**DIRECTIONS**: Copy every entry word for word. Skip the pictures.

START MATERIAL FOR THE TASK

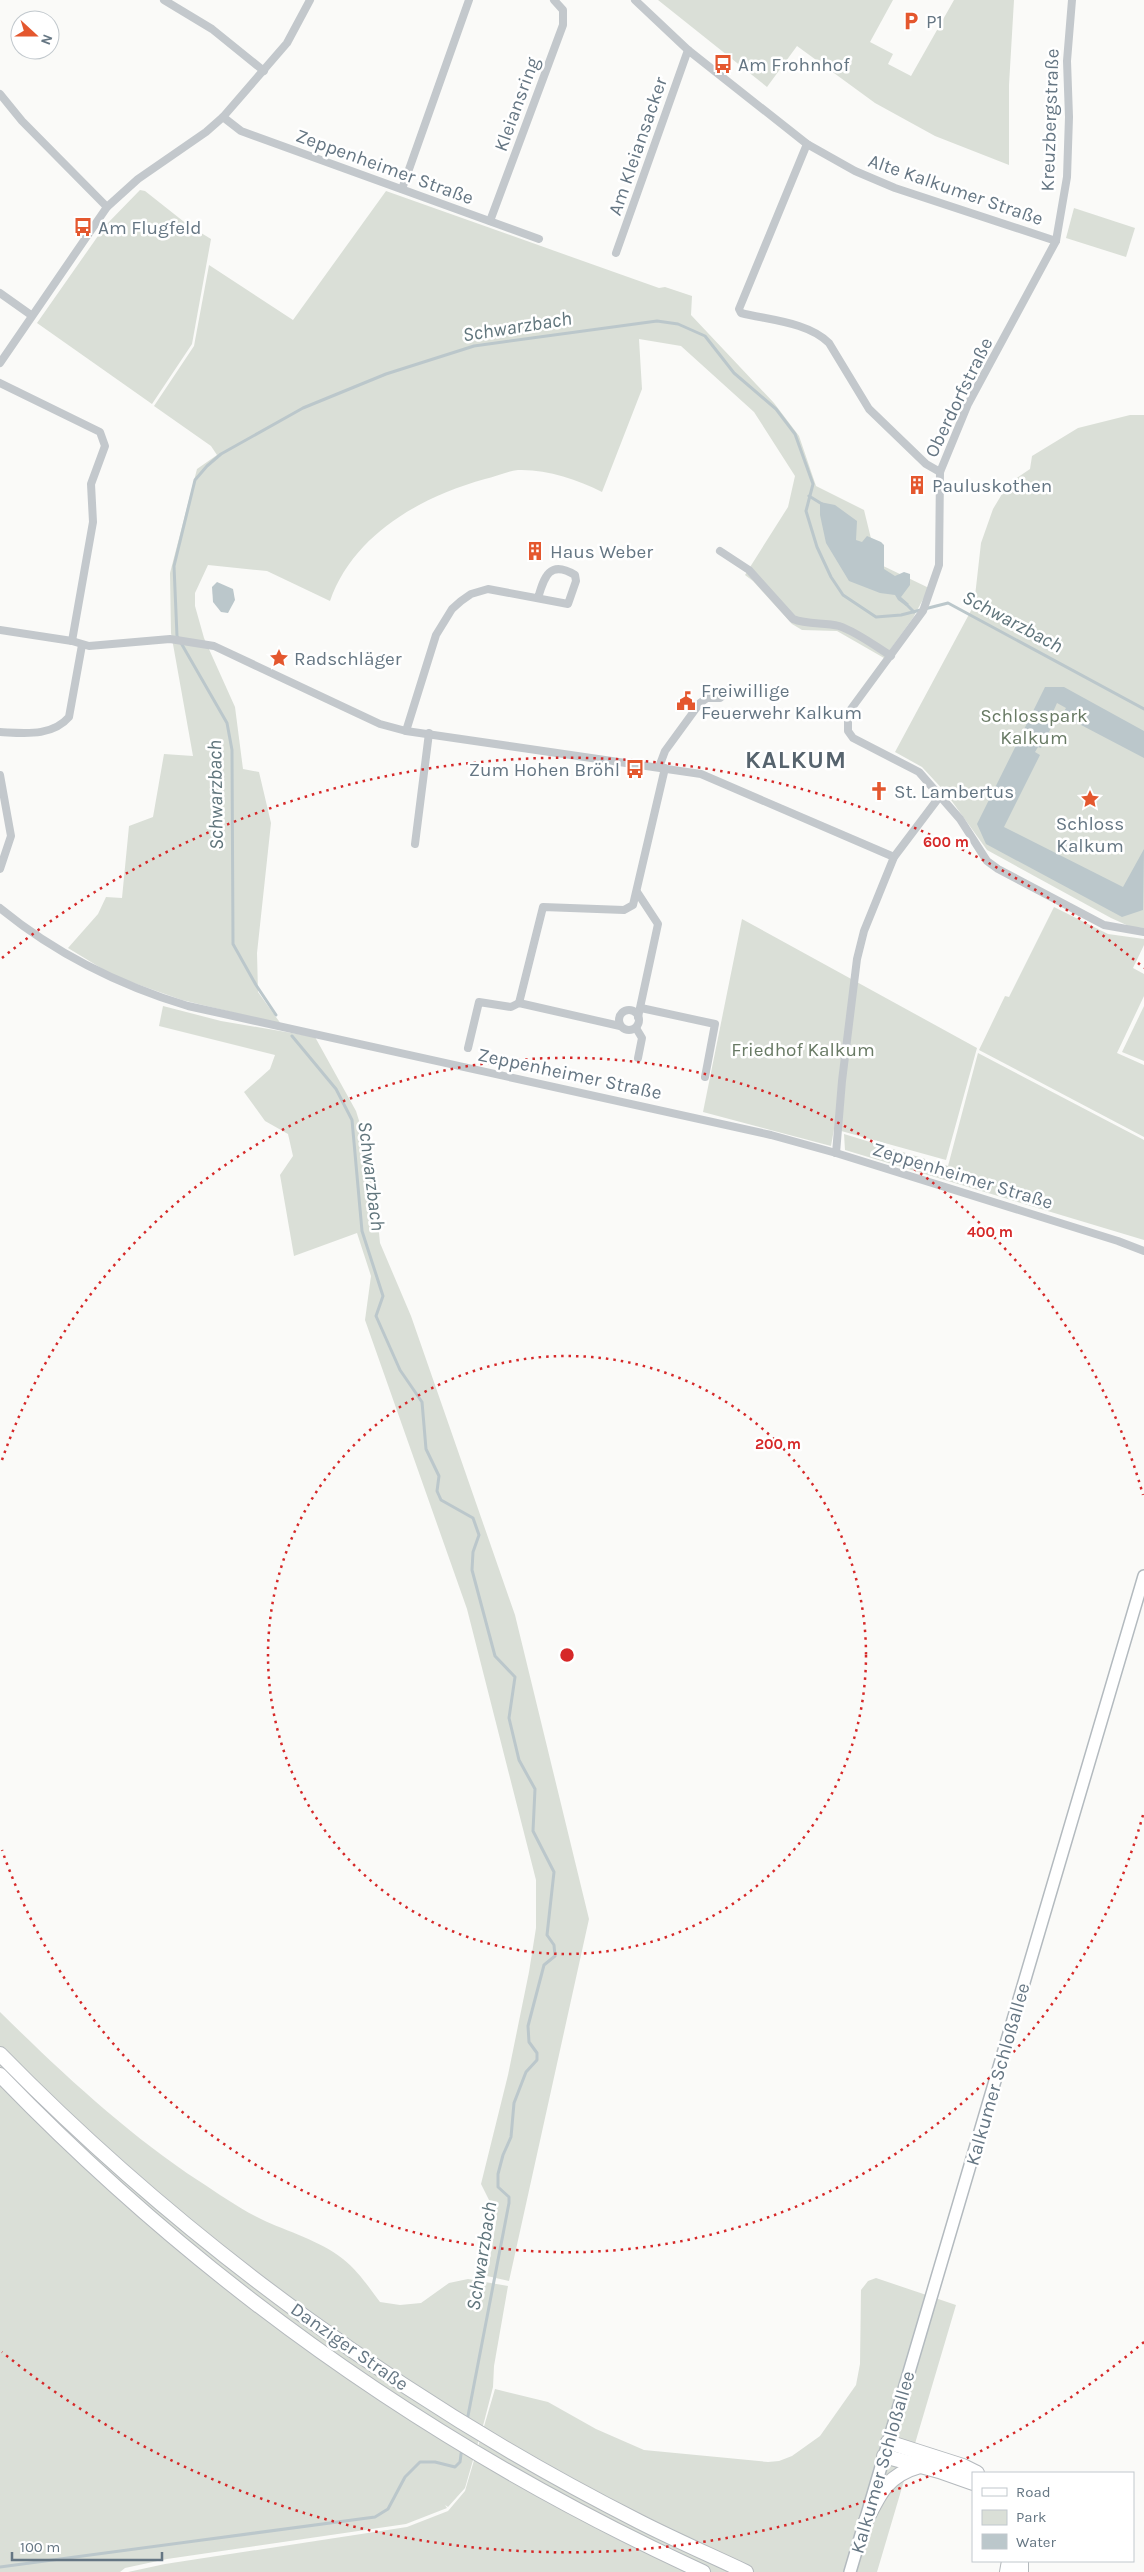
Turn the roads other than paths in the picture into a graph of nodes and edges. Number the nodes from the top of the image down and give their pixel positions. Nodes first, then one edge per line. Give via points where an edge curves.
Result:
1 (164, 0) edge
2 (310, 0) edge
3 (469, 0) edge
4 (554, 0) edge
5 (635, 0) edge
6 (1072, 0) edge
7 (688, 50) junction
8 (264, 71) junction
9 (0, 94) edge
10 (223, 117) junction
11 (807, 144) junction
12 (402, 189) junction
13 (107, 207) junction
14 (490, 221) junction
15 (539, 239) dead end
16 (1056, 241) junction
17 (616, 253) dead end
18 (0, 293) edge
19 (32, 315) junction
20 (0, 363) edge
21 (0, 383) edge
22 (940, 472) junction
23 (720, 551) dead end
24 (538, 598) junction
25 (0, 630) edge
26 (72, 641) junction
27 (82, 645) junction
28 (891, 656) junction
29 (732, 688) dead end
30 (406, 731) junction
31 (0, 732) edge
32 (429, 733) junction
33 (662, 768) junction
34 (0, 775) edge
35 (940, 796) junction
36 (415, 844) dead end
37 (894, 857) junction
38 (0, 869) edge
39 (637, 892) junction
40 (0, 908) edge
41 (1144, 932) edge
42 (518, 1003) junction
43 (641, 1008) junction
44 (638, 1017) junction
45 (620, 1026) junction
46 (636, 1028) junction
47 (468, 1048) dead end
48 (638, 1058) dead end
49 (706, 1077) dead end
50 (836, 1153) junction
51 (1144, 1251) edge
52 (1144, 1576) edge
53 (0, 2054) edge
54 (0, 2075) edge
55 (888, 2442) junction
56 (884, 2456) junction
57 (920, 2466) junction
58 (976, 2472) edge
59 (972, 2484) edge
60 (865, 2523) junction
61 (703, 2572) edge
62 (746, 2572) edge
63 (850, 2572) edge

1 - 8 street via 217,33
2 - 8 street via 287,43
3 - 12 street
4 - 14 street, Kleiansring via 563,10 562,25
5 - 7 street, Alte Kalkumer Straße
6 - 16 street, Kreuzbergstraße via 1067,61 1067,177
7 - 11 street, Alte Kalkumer Straße
7 - 17 street, Am Kleiansacker
8 - 10 street
9 - 13 street via 27,127
10 - 12 street, Zeppenheimer Straße via 241,131
10 - 13 street via 138,179
11 - 16 street, Alte Kalkumer Straße via 855,171 895,188
11 - 22 street via 739,308 742,313 820,334 869,410 926,464
12 - 14 street, Zeppenheimer Straße
13 - 19 street
14 - 15 street, Zeppenheimer Straße
16 - 22 street, Oberdorfstraße via 968,404
18 - 19 street
19 - 20 street
21 - 26 street via 100,432 104,443 91,484 93,522
22 - 28 street, Oberdorfstraße via 939,565 923,611
23 - 28 street via 749,570 793,619 842,627
24 - 24 street via 568,604 576,581 574,575 560,570 549,572 544,576
24 - 30 street via 488,589 471,594 452,609 436,635
25 - 26 street
26 - 27 street
27 - 30 street via 125,645 170,639 214,646 351,712
27 - 31 street via 69,716 64,723 45,732
28 - 35 street, Oberdorfstraße via 851,709 848,731 865,745 919,772
29 - 33 street via 720,698 707,698 700,703 666,752
30 - 32 street
32 - 33 street
32 - 36 street
33 - 37 street via 701,774
33 - 39 street
34 - 38 street via 11,836
35 - 37 street
35 - 41 street, Oberdorfstraße via 960,819 980,852 998,869 1104,925
37 - 50 street via 864,931 857,959
39 - 42 street via 633,905 624,910 542,907
39 - 43 street via 658,924
40 - 50 street, Zeppenheimer Straße via 53,947 129,986 188,1006 706,1120
42 - 45 street
42 - 47 street via 511,1007 479,1002
43 - 44 street
43 - 49 street via 715,1024
44 - 45 street via 634,1012 625,1010 619,1016
44 - 46 street
45 - 46 street via 627,1030
46 - 48 street via 642,1038
50 - 51 street, Zeppenheimer Straße
52 - 55 main road, Kalkumer Schloßallee
53 - 62 highway, Danziger Straße via 96,2149 215,2247 355,2351 489,2438 638,2521
54 - 61 highway, Danziger Straße via 87,2161 184,2246 343,2369 484,2459 613,2530
55 - 56 main road, Kalkumer Schloßallee
55 - 58 highway
56 - 57 highway
56 - 60 main road, Kalkumer Schloßallee
57 - 59 highway
57 - 60 highway via 894,2476
60 - 63 main road, Kalkumer Schloßallee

END MATERIAL FOR THE TASK

**EXERCISE RESPONSE**:
Turn the roads other than paths in the picture into a graph of nodes and edges. Number the nodes from the top of the image down and give their pixel positions. Nodes first, then one edge per line. Give via points where an edge curves.
Result:
1 (164, 0) edge
2 (310, 0) edge
3 (469, 0) edge
4 (554, 0) edge
5 (635, 0) edge
6 (1072, 0) edge
7 (688, 50) junction
8 (264, 71) junction
9 (0, 94) edge
10 (223, 117) junction
11 (807, 144) junction
12 (402, 189) junction
13 (107, 207) junction
14 (490, 221) junction
15 (539, 239) dead end
16 (1056, 241) junction
17 (616, 253) dead end
18 (0, 293) edge
19 (32, 315) junction
20 (0, 363) edge
21 (0, 383) edge
22 (940, 472) junction
23 (720, 551) dead end
24 (538, 598) junction
25 (0, 630) edge
26 (72, 641) junction
27 (82, 645) junction
28 (891, 656) junction
29 (732, 688) dead end
30 (406, 731) junction
31 (0, 732) edge
32 (429, 733) junction
33 (662, 768) junction
34 (0, 775) edge
35 (940, 796) junction
36 (415, 844) dead end
37 (894, 857) junction
38 (0, 869) edge
39 (637, 892) junction
40 (0, 908) edge
41 (1144, 932) edge
42 (518, 1003) junction
43 (641, 1008) junction
44 (638, 1017) junction
45 (620, 1026) junction
46 (636, 1028) junction
47 (468, 1048) dead end
48 (638, 1058) dead end
49 (706, 1077) dead end
50 (836, 1153) junction
51 (1144, 1251) edge
52 (1144, 1576) edge
53 (0, 2054) edge
54 (0, 2075) edge
55 (888, 2442) junction
56 (884, 2456) junction
57 (920, 2466) junction
58 (976, 2472) edge
59 (972, 2484) edge
60 (865, 2523) junction
61 (703, 2572) edge
62 (746, 2572) edge
63 (850, 2572) edge

1 - 8 street via 217,33
2 - 8 street via 287,43
3 - 12 street
4 - 14 street, Kleiansring via 563,10 562,25
5 - 7 street, Alte Kalkumer Straße
6 - 16 street, Kreuzbergstraße via 1067,61 1067,177
7 - 11 street, Alte Kalkumer Straße
7 - 17 street, Am Kleiansacker
8 - 10 street
9 - 13 street via 27,127
10 - 12 street, Zeppenheimer Straße via 241,131
10 - 13 street via 138,179
11 - 16 street, Alte Kalkumer Straße via 855,171 895,188
11 - 22 street via 739,308 742,313 820,334 869,410 926,464
12 - 14 street, Zeppenheimer Straße
13 - 19 street
14 - 15 street, Zeppenheimer Straße
16 - 22 street, Oberdorfstraße via 968,404
18 - 19 street
19 - 20 street
21 - 26 street via 100,432 104,443 91,484 93,522
22 - 28 street, Oberdorfstraße via 939,565 923,611
23 - 28 street via 749,570 793,619 842,627
24 - 24 street via 568,604 576,581 574,575 560,570 549,572 544,576
24 - 30 street via 488,589 471,594 452,609 436,635
25 - 26 street
26 - 27 street
27 - 30 street via 125,645 170,639 214,646 351,712
27 - 31 street via 69,716 64,723 45,732
28 - 35 street, Oberdorfstraße via 851,709 848,731 865,745 919,772
29 - 33 street via 720,698 707,698 700,703 666,752
30 - 32 street
32 - 33 street
32 - 36 street
33 - 37 street via 701,774
33 - 39 street
34 - 38 street via 11,836
35 - 37 street
35 - 41 street, Oberdorfstraße via 960,819 980,852 998,869 1104,925
37 - 50 street via 864,931 857,959
39 - 42 street via 633,905 624,910 542,907
39 - 43 street via 658,924
40 - 50 street, Zeppenheimer Straße via 53,947 129,986 188,1006 706,1120
42 - 45 street
42 - 47 street via 511,1007 479,1002
43 - 44 street
43 - 49 street via 715,1024
44 - 45 street via 634,1012 625,1010 619,1016
44 - 46 street
45 - 46 street via 627,1030
46 - 48 street via 642,1038
50 - 51 street, Zeppenheimer Straße
52 - 55 main road, Kalkumer Schloßallee
53 - 62 highway, Danziger Straße via 96,2149 215,2247 355,2351 489,2438 638,2521
54 - 61 highway, Danziger Straße via 87,2161 184,2246 343,2369 484,2459 613,2530
55 - 56 main road, Kalkumer Schloßallee
55 - 58 highway
56 - 57 highway
56 - 60 main road, Kalkumer Schloßallee
57 - 59 highway
57 - 60 highway via 894,2476
60 - 63 main road, Kalkumer Schloßallee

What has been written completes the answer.